Well, I did it! I read the first two chapters of THE HOBBIT at the Barnes & Noble bookstore in Mobile, Alabama!

I wish that I could report to you that there was a throng gathered for the performance and that it was cheered wildly and the listeners begged me to continue to the very end!

I can't.

(Sigh)

Well, it wasn't so bad. I felt good about the reading. I slipped characters once in each chapter and did not stumble more than a handful of times through about 70 minutes of reading, stopping only for a little water between chapters.

15 minutes beforehand, the fair voice of the Community Relations manager spoke over the PA, promising the new feature, SPELLBINDERS & STEMWINDERS, for the next six weeks, featuring THE HOBBIT. She read the very words I had prepared six weeks before for the publicity that went out.

I never had very many listeners at a time. Advance publicity had been slim, but there was lots of interest. Six weekly performances of about 90 minutes each would give every one at least one opportunity to sit in.

A young boy was there half an hour ahead of time, waiting eagerly. He earnestly told me that he had been abused by his alcoholic father, locked away in his room in Georgia for many months with little human contact and nothing to do. He had a number of the Goosebumps! books, but had soon read them through many times.

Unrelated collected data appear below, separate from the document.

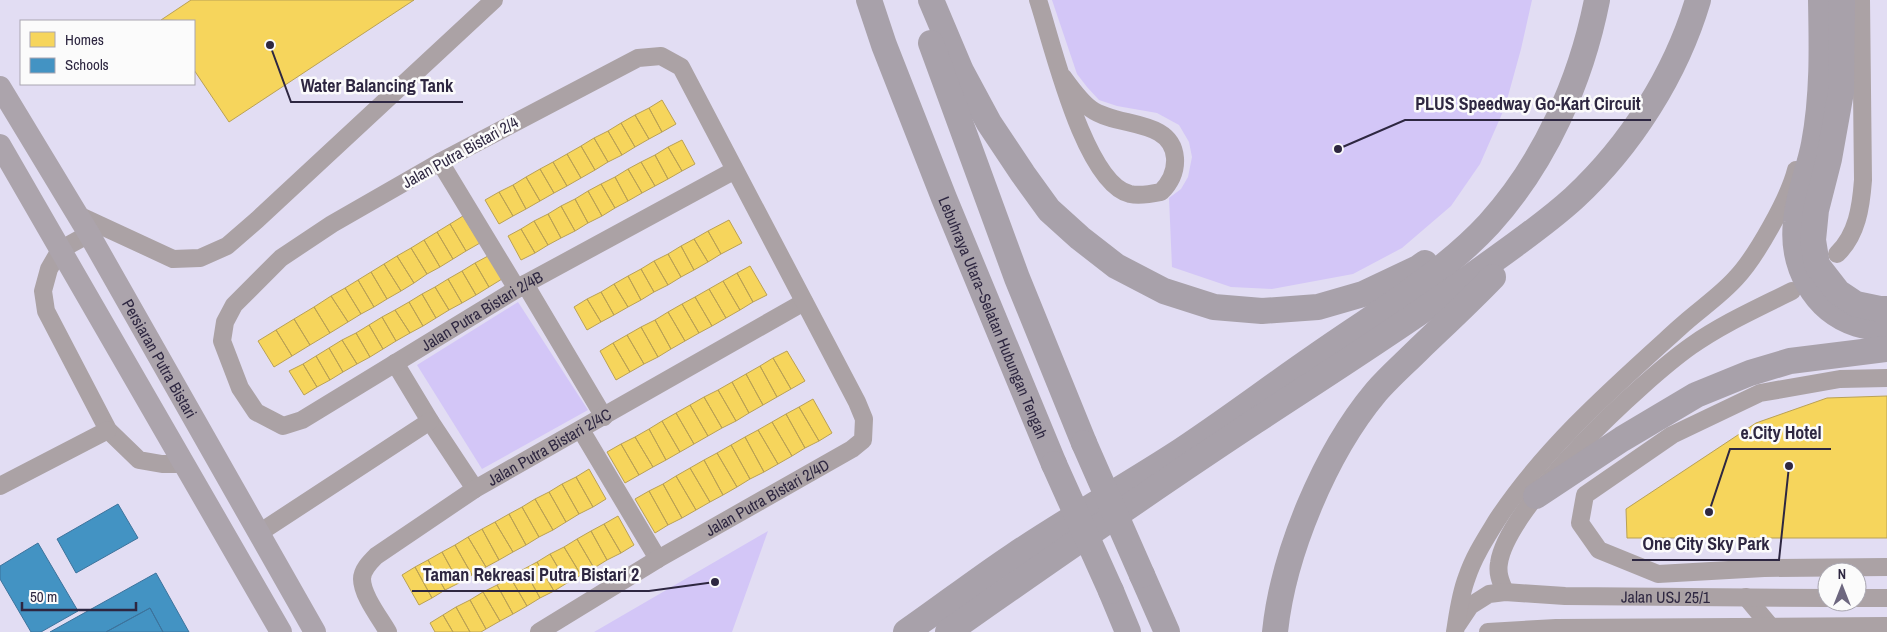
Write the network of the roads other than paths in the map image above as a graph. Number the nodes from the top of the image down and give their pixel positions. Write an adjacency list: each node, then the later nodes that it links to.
1 (494, 0): 18 (street)
2 (869, 0): 59 (highway, Lebuhraya Utara–Selatan Hubungan Tengah, bridge)
3 (916, 0): 60 (highway, bridge)
4 (931, 0): 17 (highway)
5 (1038, 0): 12 (street)
6 (1597, 0): 17 (highway)
7 (1698, 0): 19 (highway)
8 (1816, 0): 51 (street)
9 (1821, 0): 26 (highway)
10 (1842, 0): 25 (highway)
11 (1861, 0): 21 (street)
12 (1063, 78): 12 (street)
13 (0, 87): 18 (main road, Persiaran Putra Bistari)
14 (0, 145): 20 (main road, Persiaran Putra Bistari)
15 (440, 162): 16 (street, Jalan Putra Bistari 2/4); 22 (street); 30 (street, Jalan Putra Bistari 2/4)
16 (735, 170): 22 (street, Jalan Putra Bistari 2/4B); 24 (street, Jalan Putra Bistari 2/4)
17 (1489, 224): 57 (highway)
18 (84, 225): 20 (street); 39 (main road, Persiaran Putra Bistari)
19 (1533, 232): 58 (highway); 61 (highway)
20 (60, 250): 33 (street); 35 (main road, Persiaran Putra Bistari)
21 (1837, 254)
22 (521, 286): 28 (street, Jalan Putra Bistari 2/4B); 31 (street)
23 (1792, 291): 38 (street)
24 (804, 302): 31 (street, Jalan Putra Bistari 2/4C); 40 (street, Jalan Putra Bistari 2/4D)
25 (1887, 309)
26 (1887, 329)
27 (1887, 348): 38 (highway)
28 (395, 363): 30 (street, Jalan Putra Bistari 2/4B); 32 (street)
29 (1887, 378): 42 (street)
30 (240, 388)
31 (604, 417): 34 (street, Jalan Putra Bistari 2/4C)
32 (430, 421): 37 (street); 39 (street)
33 (108, 430): 35 (street); 36 (street)
34 (581, 430): 37 (street, Jalan Putra Bistari 2/4C); 40 (street)
35 (184, 464): 53 (main road, Persiaran Putra Bistari)
36 (0, 486)
37 (475, 489): 55 (street, Jalan Putra Bistari 2/4C)
38 (1536, 496): 43 (street)
39 (260, 533): 54 (main road, Persiaran Putra Bistari)
40 (658, 559): 56 (street, Jalan Putra Bistari 2/4D)
41 (1887, 567): 42 (street)
42 (1764, 568): 45 (street)
43 (1505, 592): 44 (street, Jalan USJ 25/1); 51 (street, Jalan USJ 25/1)
44 (1746, 596): 45 (street, Jalan USJ 25/1); 50 (street)
45 (1780, 597): 46 (street, Jalan USJ 25/1)
46 (1817, 598)
47 (1867, 598): 48 (street)
48 (1887, 598)
49 (1887, 626): 50 (street)
50 (1771, 627): 52 (street)
51 (1456, 629)
52 (1542, 630): 62 (street)
53 (281, 632)
54 (316, 632)
55 (388, 632)
56 (539, 632)
57 (906, 632)
58 (948, 632)
59 (1128, 632)
60 (1167, 632)
61 (1275, 632)
62 (1488, 632)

He found in the closet, a box with a number of old paperback books. A small brown book with crisp crackly brown pages entitled THE HOBBIT became his favorite book in the whole world.

He stayed until about halfway through the second chapter, when he had to leave. I thought he would only be gone a moment for he quietly said, "Excuse me" almost inaudibly and got up and walked away. He did not come back and I did not get to get his address, though before the reading I did talk to him of all the friends he might find on the internet who loved Middle-earth, too. I told him of THE LORD OF THE RINGS and urged him to read it one day. I wish I knew who he was...

A silver haired man came a little late and left a little early and returned to ask for me after I left. He told the store he would be back next week. A young lady came and sat. Two or three young fellows also stopped in briefly.

The frappacino machine in the coffee house on the south side of the store could be heard occassionally. The xylophone in the children's section on the north wall was an irritant that will be covered next week.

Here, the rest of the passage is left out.